In 2010, when Marcel first appeared, Slate said he was “expecting to be fired from “Saturday Night Live,” which he had been working on for an unhappy year. Yet it was the voice he had never used on the sketch show that moved Marcel.

“I felt like I had made every sound I could to save myself out there, and then suddenly, this sound I had never made before came out of my mouth,” he said. “Looking back, using it exclusively for myself was a real choice. It wouldn’t have belonged to ‘SNL’ anyway, and it was a very welcome opening to the belief that there is a world outside the small, narrow aisle that contains what you perceive as your own failure.”

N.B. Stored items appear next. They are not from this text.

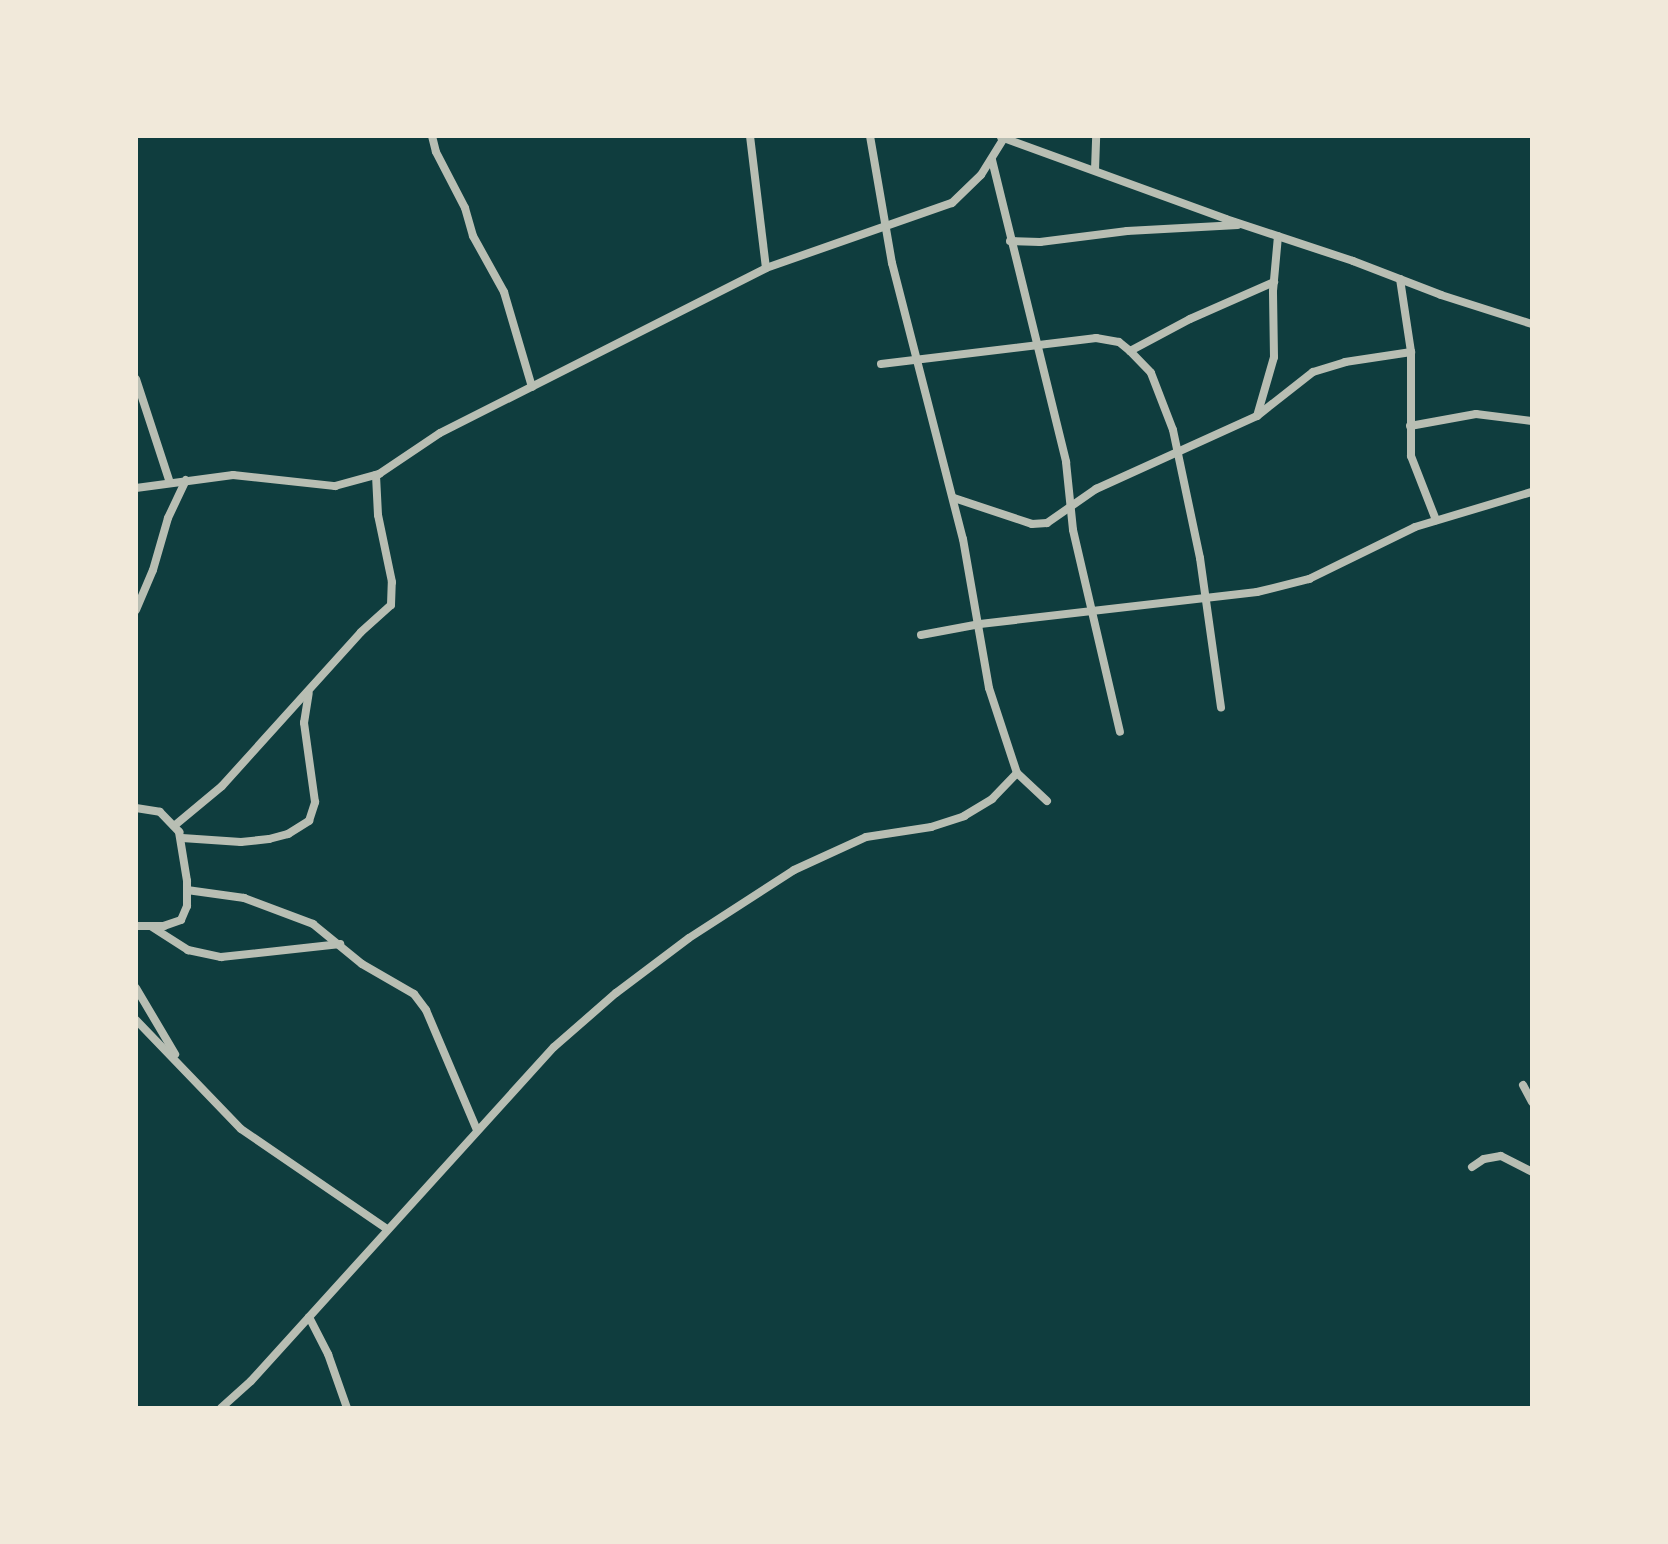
<!DOCTYPE html>
<style>
body{margin:0}
#map{position:relative;width:1668px;height:1544px;overflow:hidden;background:#0f3d3e;font-family:"Fira Sans",sans-serif}
div>[style]{position:absolute}
.minor>*{height:8px;margin:-4px;padding:0 4px;transform-origin:4px;border-radius:4px;background:#b8beb3}
span{translate:-50% -50%;white-space:nowrap;text-align:center;line-height:1.15;-webkit-text-stroke:7px #f1e9da;paint-order:stroke}
.frame{position:absolute;inset:0;border:138px solid #f1e9da;pointer-events:none}
</style>
<div id="map">
<div class="minor">
<i style="left:432px;top:136px;width:16px;rotate:76deg"></i>
<i style="left:436px;top:152px;width:63px;rotate:62.6deg"></i>
<i style="left:465px;top:208px;width:29px;rotate:74deg"></i>
<i style="left:473px;top:236px;width:64px;rotate:61deg"></i>
<i style="left:504px;top:292px;width:99px;rotate:73.6deg"></i>
<i style="left:750px;top:136px;width:133px;rotate:83.1deg"></i>
<i style="left:870px;top:136px;width:129px;rotate:80.2deg"></i>
<i style="left:892px;top:263px;width:285px;rotate:75.6deg"></i>
<i style="left:963px;top:539px;width:151px;rotate:80.1deg"></i>
<i style="left:989px;top:688px;width:89px;rotate:71.8deg"></i>
<i style="left:1017px;top:773px;width:41px;rotate:43deg"></i>
<i style="left:1001px;top:137px;width:239px;rotate:20deg"></i>
<i style="left:1226px;top:219px;width:134px;rotate:18.3deg"></i>
<i style="left:1353px;top:261px;width:94px;rotate:21.1deg"></i>
<i style="left:1441px;top:295px;width:96px;rotate:17.7deg"></i>
<i style="left:992px;top:160px;width:311px;rotate:76.2deg"></i>
<i style="left:1066px;top:462px;width:68px;rotate:84.1deg"></i>
<i style="left:1073px;top:530px;width:207px;rotate:76.9deg"></i>
<i style="left:1095px;top:170px;width:34px;rotate:-88deg"></i>
<i style="left:1010px;top:241px;width:30px;rotate:2deg"></i>
<i style="left:1040px;top:242px;width:88px;rotate:-7.2deg"></i>
<i style="left:1127px;top:231px;width:111px;rotate:-3.1deg"></i>
<i style="left:1400px;top:279px;width:74px;rotate:81.4deg"></i>
<i style="left:1411px;top:352px;width:104px;rotate:90deg"></i>
<i style="left:1411px;top:456px;width:69px;rotate:68.7deg"></i>
<i style="left:1130px;top:351px;width:68px;rotate:-28.1deg"></i>
<i style="left:1190px;top:319px;width:92px;rotate:-23.8deg"></i>
<i style="left:881px;top:364px;width:217px;rotate:-6.9deg"></i>
<i style="left:1096px;top:338px;width:23px;rotate:10deg"></i>
<i style="left:1119px;top:342px;width:14px;rotate:39deg"></i>
<i style="left:1130px;top:351px;width:30px;rotate:46deg"></i>
<i style="left:1151px;top:373px;width:61px;rotate:68.9deg"></i>
<i style="left:1173px;top:430px;width:131px;rotate:78.1deg"></i>
<i style="left:1200px;top:558px;width:151px;rotate:82deg"></i>
<i style="left:136px;top:379px;width:109px;rotate:71.9deg"></i>
<i style="left:1257px;top:416px;width:61px;rotate:-73.9deg"></i>
<i style="left:1274px;top:357px;width:66px;rotate:-90.9deg"></i>
<i style="left:1273px;top:291px;width:55px;rotate:-84.8deg"></i>
<i style="left:1410px;top:426px;width:67px;rotate:-10.3deg"></i>
<i style="left:1476px;top:414px;width:56px;rotate:7.1deg"></i>
<i style="left:136px;top:488px;width:98px;rotate:-7.6deg"></i>
<i style="left:233px;top:475px;width:103px;rotate:6.2deg"></i>
<i style="left:335px;top:486px;width:46px;rotate:-15.3deg"></i>
<i style="left:379px;top:474px;width:73px;rotate:-33.9deg"></i>
<i style="left:440px;top:433px;width:365px;rotate:-26.8deg"></i>
<i style="left:766px;top:268px;width:197px;rotate:-19.3deg"></i>
<i style="left:952px;top:203px;width:40px;rotate:-44deg"></i>
<i style="left:981px;top:175px;width:44px;rotate:-58.1deg"></i>
<i style="left:954px;top:498px;width:82px;rotate:18.4deg"></i>
<i style="left:1032px;top:524px;width:15px;rotate:-4deg"></i>
<i style="left:1047px;top:523px;width:60px;rotate:-34.8deg"></i>
<i style="left:1096px;top:489px;width:177px;rotate:-24.4deg"></i>
<i style="left:1257px;top:416px;width:71px;rotate:-38.2deg"></i>
<i style="left:1313px;top:372px;width:34px;rotate:-17deg"></i>
<i style="left:1345px;top:362px;width:67px;rotate:-8.6deg"></i>
<i style="left:136px;top:610px;width:43px;rotate:-67deg"></i>
<i style="left:153px;top:570px;width:54px;rotate:-73.9deg"></i>
<i style="left:168px;top:518px;width:42px;rotate:-64.7deg"></i>
<i style="left:921px;top:635px;width:60px;rotate:-10.6deg"></i>
<i style="left:980px;top:624px;width:279px;rotate:-6.6deg"></i>
<i style="left:1257px;top:592px;width:54px;rotate:-14deg"></i>
<i style="left:1309px;top:579px;width:118px;rotate:-26.1deg"></i>
<i style="left:1415px;top:527px;width:122px;rotate:-16.7deg"></i>
<i style="left:136px;top:808px;width:24px;rotate:9deg"></i>
<i style="left:160px;top:812px;width:28px;rotate:46deg"></i>
<i style="left:179px;top:832px;width:50px;rotate:80.7deg"></i>
<i style="left:187px;top:881px;width:25px;rotate:90deg"></i>
<i style="left:187px;top:906px;width:15px;rotate:113deg"></i>
<i style="left:181px;top:920px;width:18px;rotate:161deg"></i>
<i style="left:164px;top:926px;width:28px;rotate:180deg"></i>
<i style="left:174px;top:826px;width:62px;rotate:-39.8deg"></i>
<i style="left:222px;top:786px;width:207px;rotate:-47.9deg"></i>
<i style="left:361px;top:632px;width:40px;rotate:-42deg"></i>
<i style="left:391px;top:605px;width:23px;rotate:-88deg"></i>
<i style="left:392px;top:582px;width:68px;rotate:-101.8deg"></i>
<i style="left:378px;top:515px;width:40px;rotate:-92.9deg"></i>
<i style="left:182px;top:838px;width:59px;rotate:3.9deg"></i>
<i style="left:241px;top:842px;width:28px;rotate:-6deg"></i>
<i style="left:269px;top:839px;width:20px;rotate:-15deg"></i>
<i style="left:288px;top:834px;width:25px;rotate:-32deg"></i>
<i style="left:309px;top:821px;width:20px;rotate:-72deg"></i>
<i style="left:315px;top:802px;width:80px;rotate:-97.9deg"></i>
<i style="left:304px;top:723px;width:30px;rotate:-81deg"></i>
<i style="left:187px;top:890px;width:58px;rotate:8deg"></i>
<i style="left:244px;top:898px;width:74px;rotate:20.6deg"></i>
<i style="left:313px;top:924px;width:63px;rotate:39.2deg"></i>
<i style="left:362px;top:964px;width:60px;rotate:30deg"></i>
<i style="left:414px;top:994px;width:20px;rotate:53deg"></i>
<i style="left:426px;top:1010px;width:130px;rotate:67deg"></i>
<i style="left:152px;top:927px;width:43px;rotate:32.6deg"></i>
<i style="left:188px;top:950px;width:34px;rotate:12deg"></i>
<i style="left:221px;top:957px;width:120px;rotate:-6.2deg"></i>
<i style="left:136px;top:988px;width:77px;rotate:59.4deg"></i>
<i style="left:136px;top:1020px;width:151px;rotate:46.1deg"></i>
<i style="left:241px;top:1129px;width:177px;rotate:34.4deg"></i>
<i style="left:1523px;top:1085px;width:19px;rotate:62deg"></i>
<i style="left:1472px;top:1167px;width:14px;rotate:-34deg"></i>
<i style="left:1484px;top:1159px;width:17px;rotate:-10deg"></i>
<i style="left:1501px;top:1156px;width:35px;rotate:27deg"></i>
<i style="left:309px;top:1317px;width:42px;rotate:62.8deg"></i>
<i style="left:328px;top:1354px;width:57px;rotate:70.6deg"></i>
<i style="left:221px;top:1408px;width:40px;rotate:-42deg"></i>
<i style="left:251px;top:1381px;width:451px;rotate:-47.8deg"></i>
<i style="left:554px;top:1047px;width:82px;rotate:-41.1deg"></i>
<i style="left:616px;top:993px;width:91px;rotate:-37deg"></i>
<i style="left:689px;top:938px;width:125px;rotate:-32.9deg"></i>
<i style="left:794px;top:870px;width:79px;rotate:-24.6deg"></i>
<i style="left:866px;top:837px;width:66px;rotate:-8.7deg"></i>
<i style="left:931px;top:827px;width:35px;rotate:-18deg"></i>
<i style="left:964px;top:816px;width:33px;rotate:-31deg"></i>
<i style="left:992px;top:799px;width:36px;rotate:-46deg"></i>
</div>
<div class="frame"></div>
</div>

Slate and Camp spent a year and a half recording the enhanced audio sessions to make the movie. His co-writers and editors, Nick Paley and Camp, then devoted an equal amount of time to translating these improvised pieces into script format. This eventually became an animatic (audio with music and storyboard visuals) for test audiences to watch and show to make sure everything worked before filming live action followed by stop-motion animation. “Ultimately, we’re back to a standalone version of the Pixar process,” Camp said.

Yet the basic premise has always remained the same: Marcel had lost most of his crustacean family due to an argument about humans.

“We’ve always loved that the overflow of sentimentality from the human world, causing this massive disruption in the shell world,” added Slate, adding that the creation of Nana Connie has long been part of the plan. “The idea was what you would do when your life fell apart as you know, and the only person who remembers it would end up not remembering at all.”

It is this poignancy and heartbreak that gives the film its center. It is also the creative project Slate is most proud of. Now she sings to her daughter in Marcel’s voice. (He believes she’s a better singer than he is.) And while he doesn’t know what’s next for this sweet but stubborn avatar, it’s clear that Marcel has dug himself deep into it.

“I always think of Marcel as my truest self and how I would really like to be if my ego and the pitfalls of being a patriarchal woman hadn’t gotten in my way.”